Mãe ou profissional? Psicóloga explica por que essa pergunta está adoecendo mulheres
A falsa necessidade de escolher entre a maternidade e a vida profissional alimenta culpa, sobrecarga e perda da identidade feminina
Por Redação · 03 de agosto de 2026

"Mãe ou profissional?"
Embora pareça uma pergunta comum, ela carrega uma armadilha que tem adoecido milhares de mulheres. Para a psicóloga e neuropsicóloga Tattiana ASerra, o problema não está na maternidade nem no trabalho, mas na crença de que uma mulher precisa abrir mão de quem é para exercer um dos dois papéis.

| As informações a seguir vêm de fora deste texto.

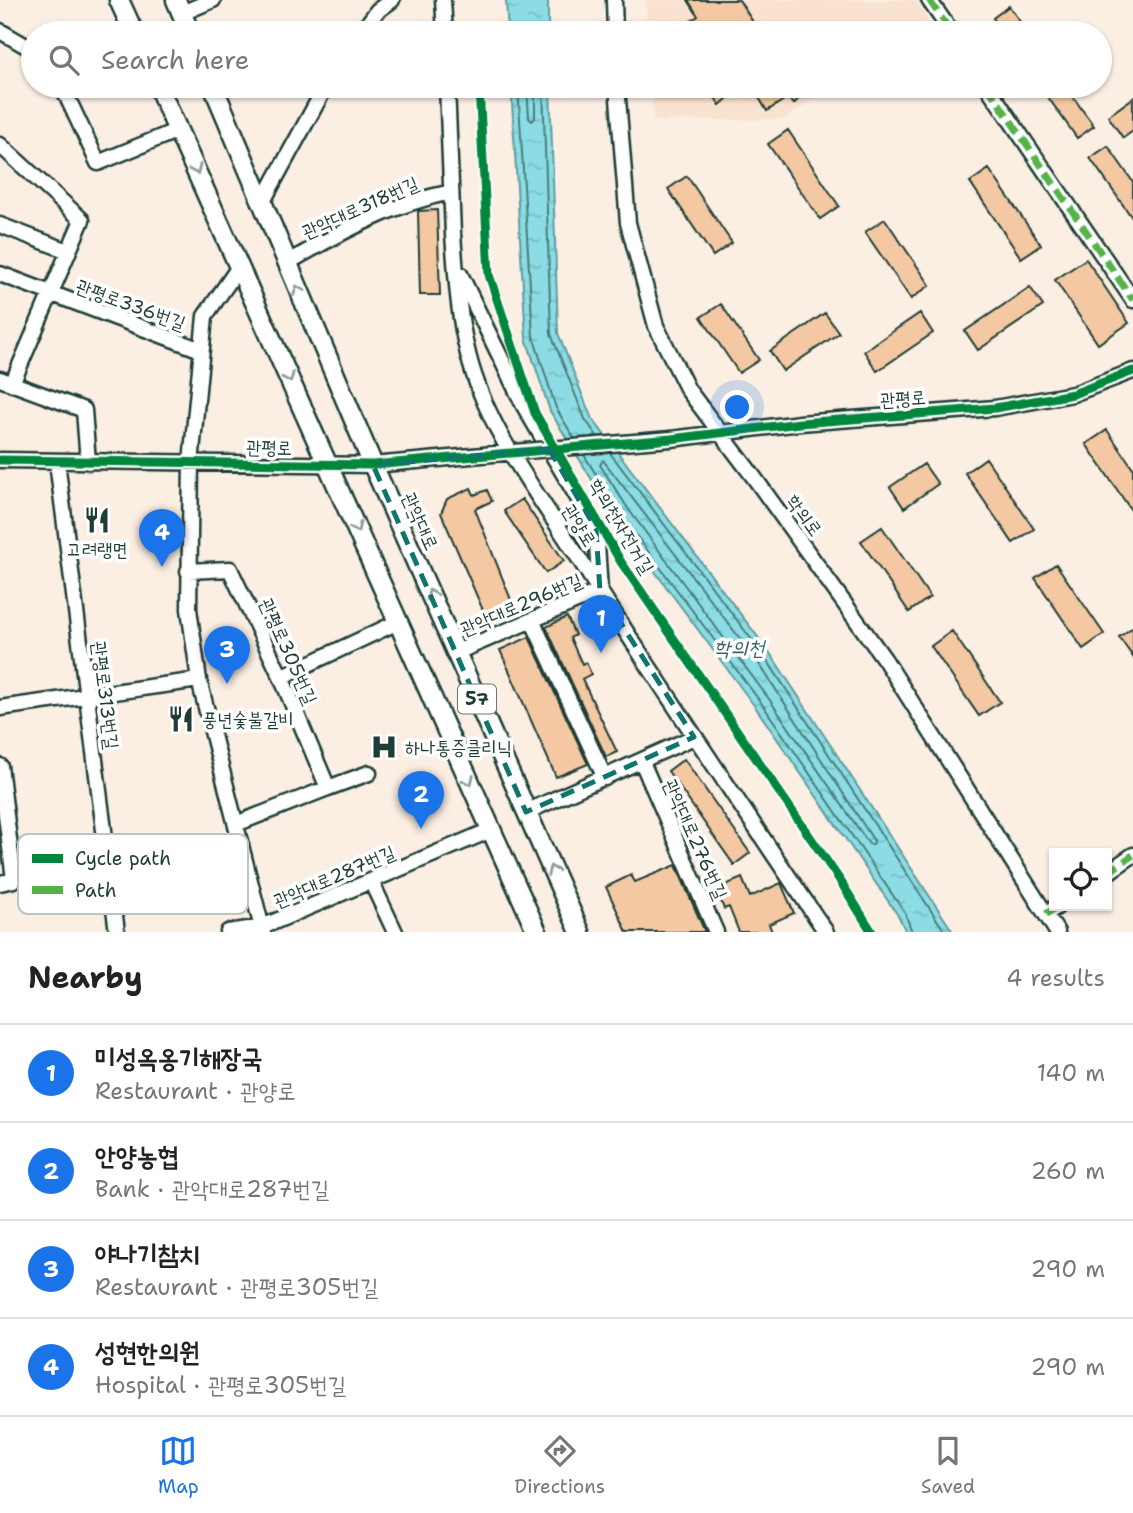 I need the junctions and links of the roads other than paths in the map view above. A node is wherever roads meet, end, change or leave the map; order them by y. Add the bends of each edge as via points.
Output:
1 (119, 0) edge
2 (213, 0) edge
3 (392, 0) edge
4 (443, 0) edge
5 (614, 0) edge
6 (929, 0) edge
7 (179, 7) edge
8 (129, 21) edge
9 (369, 21) edge
10 (444, 21) edge
11 (615, 21) edge
12 (944, 21) edge
13 (0, 31) edge
14 (21, 43) edge
15 (68, 98) edge
16 (163, 98) edge
17 (217, 98) edge
18 (319, 98) edge
19 (447, 98) edge
20 (618, 98) edge
21 (995, 98) edge
22 (178, 130) junction
23 (0, 145) edge
24 (451, 192) junction
25 (262, 203) junction
26 (0, 225) edge
27 (68, 251) junction
28 (287, 263) junction
29 (455, 263) junction
30 (239, 267) junction
31 (0, 274) edge
32 (48, 294) junction
33 (1133, 300) edge
34 (201, 350) junction
35 (1133, 371) edge
36 (6, 382) edge
37 (721, 433) junction
38 (511, 452) junction
39 (0, 460) edge
40 (57, 462) junction
41 (88, 462) junction
42 (191, 463) junction
43 (373, 465) junction
44 (328, 466) junction
45 (188, 571) junction
46 (600, 591) junction
47 (532, 620) junction
48 (398, 622) junction
49 (457, 652) junction
50 (281, 677) junction
51 (199, 680) junction
52 (86, 696) junction
53 (0, 708) edge
54 (695, 737) junction
55 (642, 762) junction
56 (0, 766) edge
57 (369, 774) dead end
58 (605, 778) junction
59 (328, 788) junction
60 (526, 812) junction
61 (236, 824) junction
62 (491, 830) junction
63 (104, 834) edge
64 (239, 834) edge
65 (1133, 855) edge
66 (1112, 870) edge
67 (248, 871) edge
68 (372, 881) junction
69 (0, 883) edge
70 (1049, 906) edge
71 (1052, 911) edge
72 (115, 914) edge
73 (263, 930) edge
74 (117, 932) edge
75 (228, 932) edge
76 (395, 932) edge
77 (537, 932) edge
78 (580, 932) edge
79 (716, 932) edge
80 (826, 932) edge
81 (1057, 932) edge

1 - 8 main road
2 - 7 street
3 - 9 street
4 - 10 street
5 - 11 street
6 - 12 street
13 - 14 street
15 - 22 street via 98,163
16 - 22 main road, 57
17 - 25 main road, 관악대로 / 57
18 - 25 street
19 - 24 street, 관양로
20 - 37 street, 학의로 via 628,223 656,326 688,390
21 - 33 street
22 -> 30 main road, 57
23 - 27 street, 관평로336번길 via 82,220
24 - 28 street, 관악대로318번길 via 418,199
24 - 29 street, 관양로
25 - 28 main road, 관악대로 / 57
26 - 27 street, 관평로336번길
27 - 32 street, 관평로336번길
43 -> 28 main road, 관악대로 / 57
29 - 38 street, 관양로 via 468,355 482,398
29 - 46 street via 524,406 596,529
30 - 34 street via 205,316
30 -> 44 main road, 57
31 - 32 street, 관평로336번길
32 - 34 street, 관평로336번길
32 - 36 street
34 - 42 street
35 - 37 street, 관평로 via 1073,394 995,408
36 - 41 street via 84,410
37 - 38 street, 관평로, bridge
37 - 70 street, 학의로 via 885,660
38 - 43 street, 관평로
38 - 46 street, 관양로
39 - 40 street, 관평로
40 - 41 street, 관평로
40 - 52 street, 관평로313번길
41 - 42 street, 관평로
42 - 44 street, 관평로
42 - 45 street
43 - 44 street, 관평로
49 -> 43 main road, 관악대로 / 57
44 -> 48 main road, 57
45 - 50 street, 관평로305번길 via 230,569
45 - 51 street
46 - 47 street, 관악대로296번길
46 - 54 street, 관양로
47 - 49 street, 관악대로296번길
47 - 58 street
48 - 50 street
48 -> 62 main road, 57
49 - 60 main road, 관악대로 / 57
50 - 59 street, 관평로305번길
51 - 52 street
51 - 61 street
52 - 53 street
52 - 63 street, 관평로313번길
54 - 55 street
54 - 80 street, 관양로
55 - 58 street
55 - 79 street, 관악대로276번길
56 - 69 street via 14,880
57 - 59 street
58 - 60 street
59 - 61 street
78 -> 60 main road, 관악대로 / 57
61 - 64 street
62 - 68 street, 관악대로287번길
62 - 77 main road, 57
65 - 66 street
67 - 73 street
68 - 73 street, 관악대로287번길
68 - 76 street
71 - 81 street, 학의로
72 - 74 street, 관평로313번길
73 - 75 street, 관악대로287번길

"Quando perguntamos a uma mulher se ela prefere ser mãe ou profissional, estamos partindo da ideia de que essas identidades competem entre si. Na prática, essa lógica gera culpa permanente, sensação de insuficiência e faz com que muitas mulheres sintam que estão fracassando, independentemente da escolha que façam", explica a especialista.
Segundo Tattiana, a maternidade contemporânea vem sendo marcada por uma cobrança constante para que a mulher seja uma mãe presente, uma profissional produtiva, uma companheira disponível e ainda cuide da própria saúde física e mental. O resultado é uma sobrecarga que vai muito além do cansaço físico.
"Existe uma expectativa social de desempenho perfeito em todas as áreas da vida. É impossível atender a todas essas demandas ao mesmo tempo sem pagar um preço emocional."
Quando sobra apenas a mãe
Para a psicóloga, um dos efeitos mais silenciosos da maternidade é o desaparecimento gradual da identidade feminina.
"Em muitos casos, a mulher passa a ser reconhecida apenas como mãe. Seus interesses, sonhos, amizades, hobbies e até sua carreira ficam em segundo plano. Aos poucos, ela deixa de responder à pergunta 'Quem sou eu?' e passa a existir apenas em função das necessidades dos filhos."
Esse processo pode acontecer de forma quase imperceptível e contribuir para sintomas como ansiedade, esgotamento emocional, baixa autoestima e dificuldade de reconhecer os próprios desejos.
"Não é raro ouvir mulheres dizendo que não sabem mais do que gostam, do que sentem prazer ou do que fariam se tivessem algumas horas livres. Isso mostra o quanto a identidade pode ficar restrita ao papel materno."
A culpa que nunca termina
Outro fator que alimenta esse sofrimento é a culpa materna.
Segundo Tattiana, independentemente da decisão tomada, muitas mulheres sentem que estão errando. Se permanecem mais tempo no trabalho, acreditam que estão negligenciando os filhos. Se priorizam a família, sentem culpa pela carreira interrompida ou pelos projetos pessoais adiados.
"Essa culpa não nasce da maternidade. Ela nasce das expectativas irreais que a sociedade construiu sobre o que significa ser uma 'boa mãe'."
A especialista ressalta que esse ciclo costuma ser reforçado pelas redes sociais, onde predominam imagens idealizadas de famílias, carreiras e rotinas aparentemente perfeitas.
O caminho não é escolher, mas integrar
Na avaliação da psicóloga, a solução não está em abandonar um papel para viver o outro, mas em integrar todas as identidades que fazem parte da vida de uma mulher.
"Ser mãe não precisa apagar a profissional, assim como a profissional não diminui a mãe. Uma identidade fortalece a outra. Quando a mulher preserva espaços para cuidar de si, manter vínculos, desenvolver sua carreira e cultivar seus interesses, ela também oferece aos filhos um exemplo mais saudável de equilíbrio e autonomia."
Para Tattiana ASerra, é preciso substituir a lógica da escolha pela da integração.
A pergunta não deveria ser 'mãe ou profissional?'. A pergunta correta é: como podemos promover uma cultura de liberdade e aceitação de que às mulheres não nasceram para ser desenhadas, mas sim para desenhar sua própria identidade, sendo elas mães ou não.
Em um momento em que a ascensão feminina ocupa cada vez mais espaço no debate público, compreender essa fragmentação da identidade é um passo importante para promover a integração feminina, sem que tenha que existir essa discussão.
Sobre Tattiana ASerra, neuropsicóloga, autora e comunicadora
Neuropsicóloga pelo Hospital das Clínicas da Universidade de São Paulo (HCFMUSP), graduada em Psicologia pela Universidade Paulista (2014), analista do Comportamento pela Universidade de São Paulo (USP).
Com mais de uma década de experiência promovendo indivíduos e famílias, é também autora de dois livros, um dos quais é um best-seller.